Come tenere un gatto: i consigli del veterinario

Il Dr. Uri Burstyn, veterinario di Vancouver, ci spiega come tenere correttamente un gatto in braccio.

Gatto tigrato rosso in braccio

Il dr. Uri Burstyn, veterinario di Vancouver, ci spiega come tenere in braccio il gatto in maniera corretta. La maggior parte delle persone, soprattutto neofiti, ma non solo, non è ben sicura di come prendere o accarezzare il gatto, cosa che comporta degli errori. E quando si fa un errore col gatto, lo si paga subito: il rischio è che il gatto morda o graffi.

In un apposito video, il dr. Burstyn spiega come gestire un gatto. Quando ci si avvicina a un gatto, è meglio tenere le dita piegate e presentarsi con calma, senza parlare a voce alta, gesticolare o fare movimenti rapidi. Se il gatto è socievole, allora si può grattare delicatamente il lato del muso o il mento: in questo modo si fa amicizia col gatto.

Successivamente, arriva la parte chiave della questione: come prendere in braccio il gatto correttamente? Il trucco è quello di farli sentire supportati e sorretti. Per raggiungere questo obiettivo, bisogna mettere una mano sotto il torace del gatto e una sotto l'addome. Questo non assicura solo che il gatto stia comodo, ma cerca anche di evitare graffi e morsi spiacevoli.

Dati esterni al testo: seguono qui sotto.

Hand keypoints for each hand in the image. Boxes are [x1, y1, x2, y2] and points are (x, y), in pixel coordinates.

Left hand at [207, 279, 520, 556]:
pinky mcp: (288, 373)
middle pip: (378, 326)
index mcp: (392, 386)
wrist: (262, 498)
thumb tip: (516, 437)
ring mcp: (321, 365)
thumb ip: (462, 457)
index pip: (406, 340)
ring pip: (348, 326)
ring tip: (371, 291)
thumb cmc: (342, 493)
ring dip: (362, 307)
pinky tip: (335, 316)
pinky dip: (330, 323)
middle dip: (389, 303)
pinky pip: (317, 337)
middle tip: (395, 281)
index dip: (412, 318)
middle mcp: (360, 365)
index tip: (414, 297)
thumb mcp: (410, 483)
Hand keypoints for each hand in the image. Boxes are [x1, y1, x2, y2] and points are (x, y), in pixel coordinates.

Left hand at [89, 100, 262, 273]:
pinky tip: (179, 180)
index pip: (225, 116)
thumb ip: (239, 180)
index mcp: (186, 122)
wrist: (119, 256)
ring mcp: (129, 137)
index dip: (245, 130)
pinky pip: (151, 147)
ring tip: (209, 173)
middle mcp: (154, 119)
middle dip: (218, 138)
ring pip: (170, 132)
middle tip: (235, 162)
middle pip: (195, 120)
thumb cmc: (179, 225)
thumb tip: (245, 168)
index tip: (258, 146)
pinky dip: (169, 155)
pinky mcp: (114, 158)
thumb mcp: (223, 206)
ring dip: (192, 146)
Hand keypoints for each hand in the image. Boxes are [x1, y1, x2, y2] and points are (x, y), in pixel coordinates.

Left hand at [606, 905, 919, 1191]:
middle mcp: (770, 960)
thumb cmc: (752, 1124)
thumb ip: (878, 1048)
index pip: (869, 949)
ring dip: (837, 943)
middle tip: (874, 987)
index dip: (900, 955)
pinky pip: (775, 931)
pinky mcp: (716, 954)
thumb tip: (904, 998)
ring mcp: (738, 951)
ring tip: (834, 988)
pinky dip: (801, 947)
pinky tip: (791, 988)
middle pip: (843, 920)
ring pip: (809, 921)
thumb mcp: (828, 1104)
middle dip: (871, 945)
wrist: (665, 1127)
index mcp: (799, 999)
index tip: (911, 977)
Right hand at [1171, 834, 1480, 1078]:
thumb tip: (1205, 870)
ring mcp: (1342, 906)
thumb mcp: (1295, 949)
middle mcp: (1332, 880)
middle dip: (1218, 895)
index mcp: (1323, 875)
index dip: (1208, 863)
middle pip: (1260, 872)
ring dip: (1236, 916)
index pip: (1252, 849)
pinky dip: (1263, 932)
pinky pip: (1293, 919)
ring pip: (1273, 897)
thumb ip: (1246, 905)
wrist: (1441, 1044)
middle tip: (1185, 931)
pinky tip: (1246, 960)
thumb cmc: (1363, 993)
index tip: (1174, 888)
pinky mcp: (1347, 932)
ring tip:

A questo punto bisogna tenere il gatto vicino al corpo, schiacciandolo delicatamente. Una mano, poi, deve essere usata per creare una sorta di piattaforma per le zampe del gatto, dove possa appoggiarsi. A questo punto potrete trasportarlo in giro o addirittura mettervelo sulle spalle.

Ovviamente tutto questo può essere fatto solamente con gatti docili e mansueti: un gatto arrabbiato o selvatico, che non ha mai avuto contatti con l'uomo e che soffia e ringhia quando ci si avvicina, non potrà essere assolutamente preso in questo modo perché finirà con l'aggredirvi.

Sarebbe anche importante insegnare al gatto a farsi manipolare e trasportare in questo modo sin da piccolo, quando è un gattino.